» Task instructions
Look through the entries that follow and return each line that has the string "Right".

** Opening Dataset extract block **

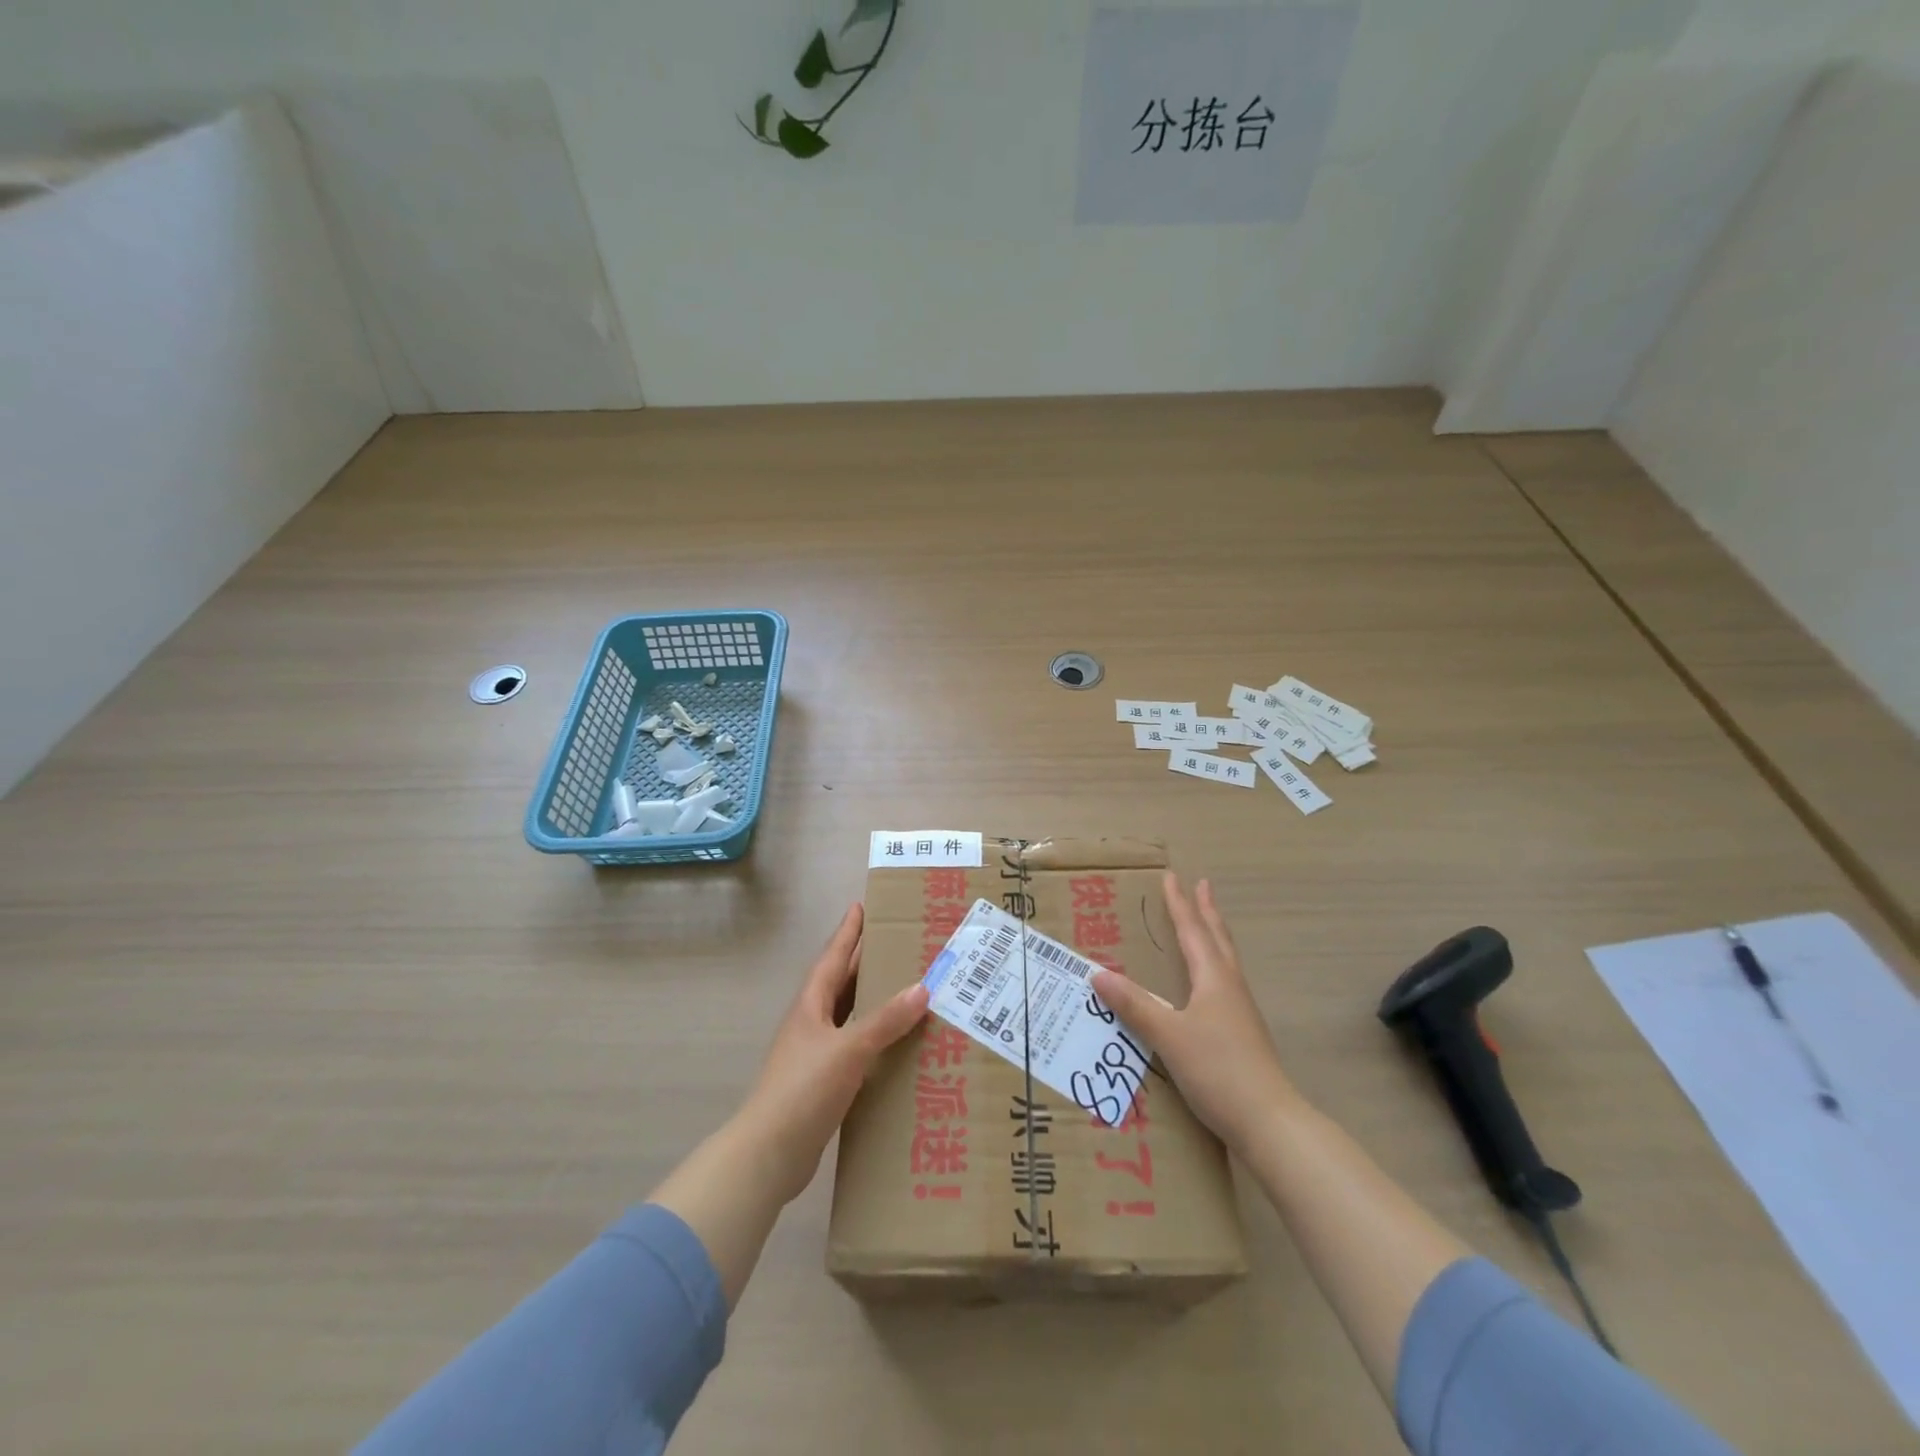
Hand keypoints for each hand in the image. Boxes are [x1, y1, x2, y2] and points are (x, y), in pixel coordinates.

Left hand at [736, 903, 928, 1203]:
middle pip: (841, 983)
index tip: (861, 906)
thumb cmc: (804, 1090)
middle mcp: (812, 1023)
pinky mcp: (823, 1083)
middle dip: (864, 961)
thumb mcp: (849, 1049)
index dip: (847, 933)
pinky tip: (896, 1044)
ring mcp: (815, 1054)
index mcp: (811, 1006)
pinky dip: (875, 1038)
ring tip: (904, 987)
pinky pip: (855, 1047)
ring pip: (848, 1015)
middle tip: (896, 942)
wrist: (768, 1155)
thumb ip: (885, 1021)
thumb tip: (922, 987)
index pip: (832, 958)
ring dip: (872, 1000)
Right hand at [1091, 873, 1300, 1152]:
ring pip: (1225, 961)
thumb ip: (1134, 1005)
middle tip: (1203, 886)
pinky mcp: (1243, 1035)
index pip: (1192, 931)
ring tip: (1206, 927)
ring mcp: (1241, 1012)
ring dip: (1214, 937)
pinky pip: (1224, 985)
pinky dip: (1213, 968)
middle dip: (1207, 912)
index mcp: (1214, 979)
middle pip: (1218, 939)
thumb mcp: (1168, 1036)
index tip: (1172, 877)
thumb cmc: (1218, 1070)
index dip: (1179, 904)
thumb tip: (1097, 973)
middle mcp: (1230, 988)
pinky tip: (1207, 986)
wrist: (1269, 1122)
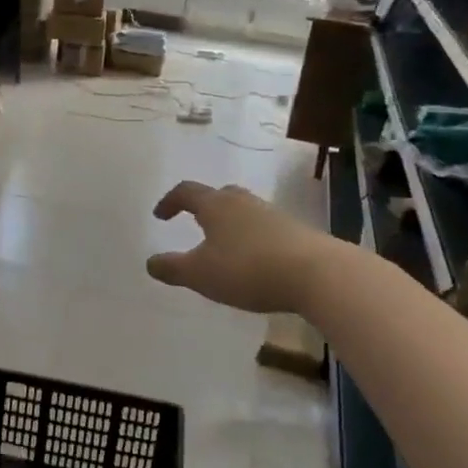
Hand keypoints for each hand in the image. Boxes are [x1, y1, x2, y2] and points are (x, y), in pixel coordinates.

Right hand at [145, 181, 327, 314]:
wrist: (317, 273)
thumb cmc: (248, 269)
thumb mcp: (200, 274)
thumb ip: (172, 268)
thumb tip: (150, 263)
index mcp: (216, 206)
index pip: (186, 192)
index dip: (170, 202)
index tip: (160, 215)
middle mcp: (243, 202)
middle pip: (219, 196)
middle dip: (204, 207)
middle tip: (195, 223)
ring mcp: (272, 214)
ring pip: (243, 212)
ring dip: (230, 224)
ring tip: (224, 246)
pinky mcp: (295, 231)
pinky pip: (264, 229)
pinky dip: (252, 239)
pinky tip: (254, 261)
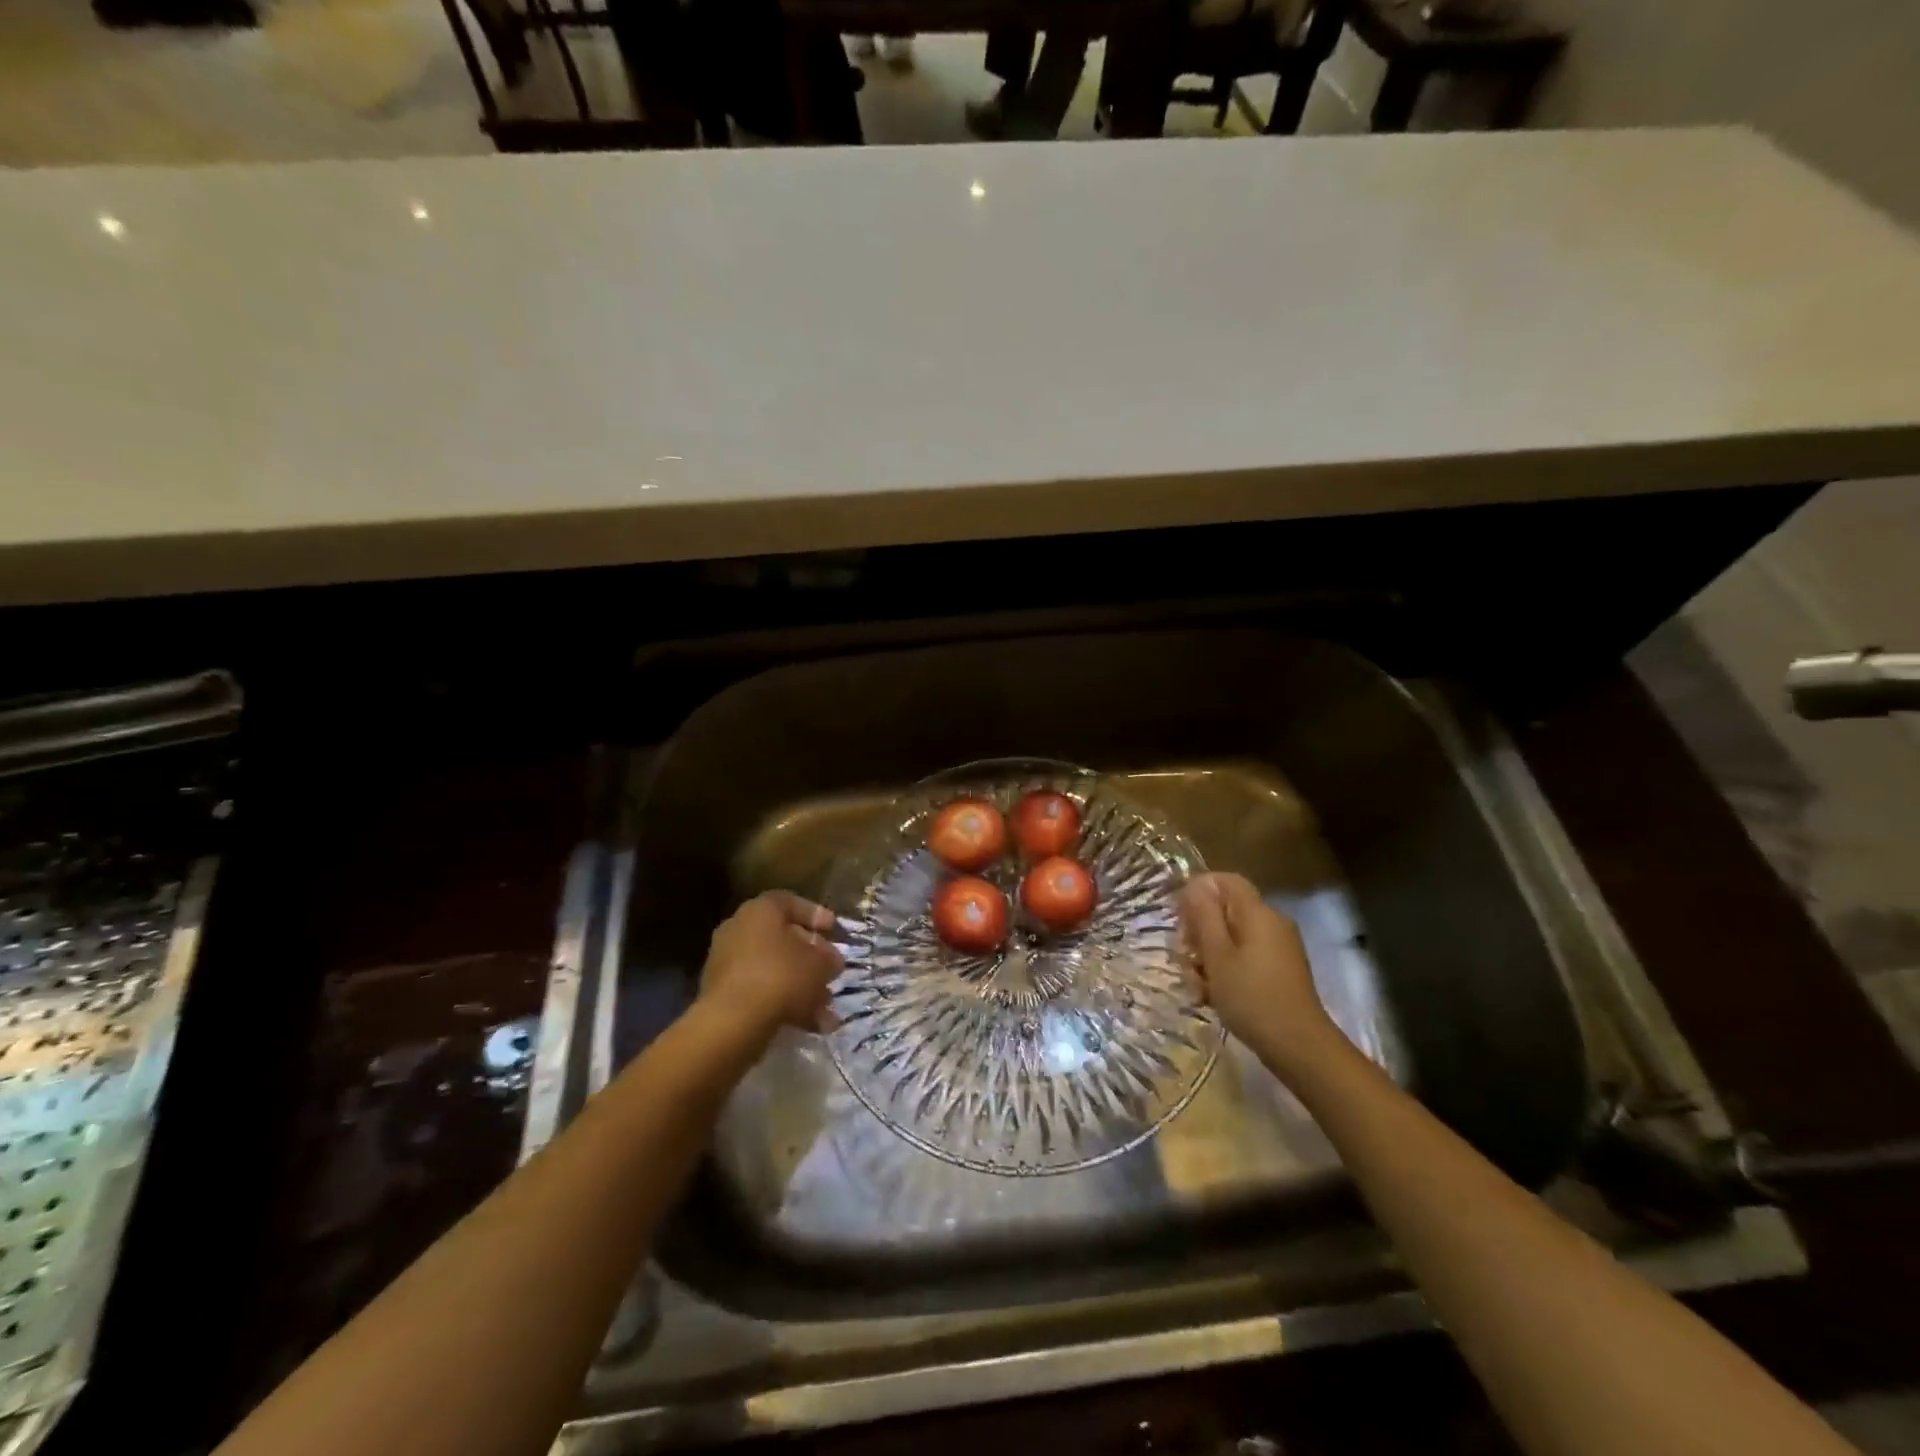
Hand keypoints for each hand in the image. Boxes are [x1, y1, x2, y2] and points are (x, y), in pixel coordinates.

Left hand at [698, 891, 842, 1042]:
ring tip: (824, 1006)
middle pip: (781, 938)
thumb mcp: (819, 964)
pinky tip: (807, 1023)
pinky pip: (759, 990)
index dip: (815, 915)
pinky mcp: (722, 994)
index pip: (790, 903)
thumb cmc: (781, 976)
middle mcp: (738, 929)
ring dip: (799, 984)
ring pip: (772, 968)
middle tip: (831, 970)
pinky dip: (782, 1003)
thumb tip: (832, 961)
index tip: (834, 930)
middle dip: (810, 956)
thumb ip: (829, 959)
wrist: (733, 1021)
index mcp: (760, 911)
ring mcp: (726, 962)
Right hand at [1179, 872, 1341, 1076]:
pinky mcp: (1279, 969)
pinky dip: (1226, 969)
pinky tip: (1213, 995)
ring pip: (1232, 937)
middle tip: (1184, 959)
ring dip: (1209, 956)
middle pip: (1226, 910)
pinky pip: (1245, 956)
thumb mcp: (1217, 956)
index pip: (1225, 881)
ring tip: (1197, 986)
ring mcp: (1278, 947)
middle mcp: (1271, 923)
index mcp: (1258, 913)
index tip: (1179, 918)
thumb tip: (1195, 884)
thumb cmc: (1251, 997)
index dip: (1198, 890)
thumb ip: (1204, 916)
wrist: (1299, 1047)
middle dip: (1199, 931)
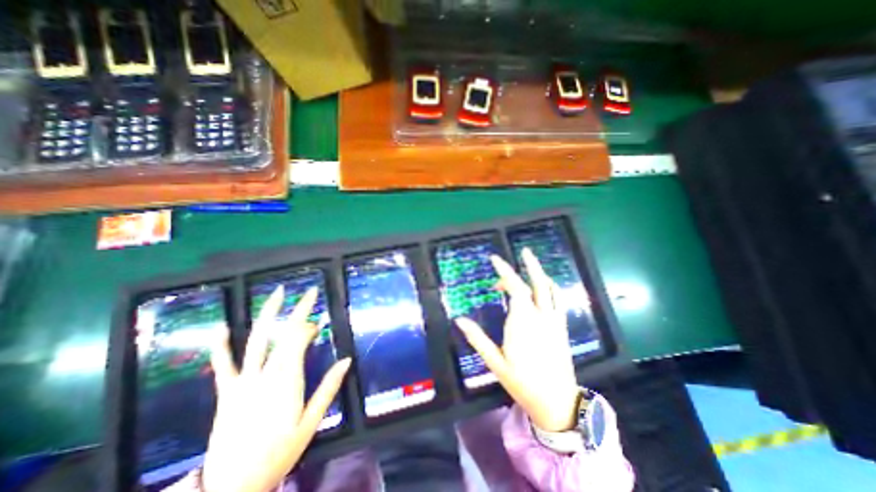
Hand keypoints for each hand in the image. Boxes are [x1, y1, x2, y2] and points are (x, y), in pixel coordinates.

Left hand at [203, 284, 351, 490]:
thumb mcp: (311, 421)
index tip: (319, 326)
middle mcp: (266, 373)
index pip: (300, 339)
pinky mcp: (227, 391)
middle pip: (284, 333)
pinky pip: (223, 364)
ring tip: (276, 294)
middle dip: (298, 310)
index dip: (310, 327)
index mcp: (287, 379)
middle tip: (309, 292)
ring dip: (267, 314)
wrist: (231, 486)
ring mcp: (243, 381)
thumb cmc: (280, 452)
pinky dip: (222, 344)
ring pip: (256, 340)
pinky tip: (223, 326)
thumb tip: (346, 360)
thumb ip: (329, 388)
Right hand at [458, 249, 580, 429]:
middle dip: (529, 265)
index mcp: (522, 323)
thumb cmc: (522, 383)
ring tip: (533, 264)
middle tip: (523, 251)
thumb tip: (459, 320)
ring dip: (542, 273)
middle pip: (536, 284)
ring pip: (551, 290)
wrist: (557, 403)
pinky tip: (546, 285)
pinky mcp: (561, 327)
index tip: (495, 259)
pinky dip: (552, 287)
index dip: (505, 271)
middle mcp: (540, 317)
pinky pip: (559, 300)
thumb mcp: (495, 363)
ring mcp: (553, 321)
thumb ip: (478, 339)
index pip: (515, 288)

** Closing Dataset extract block **

» Finished task
Right hand at [1091, 873, 1300, 1152]:
Right hand at [145, 181, 327, 314]:
Right hand at [1179, 872, 1341, 1076]:
Right hand at [458, 249, 580, 429]:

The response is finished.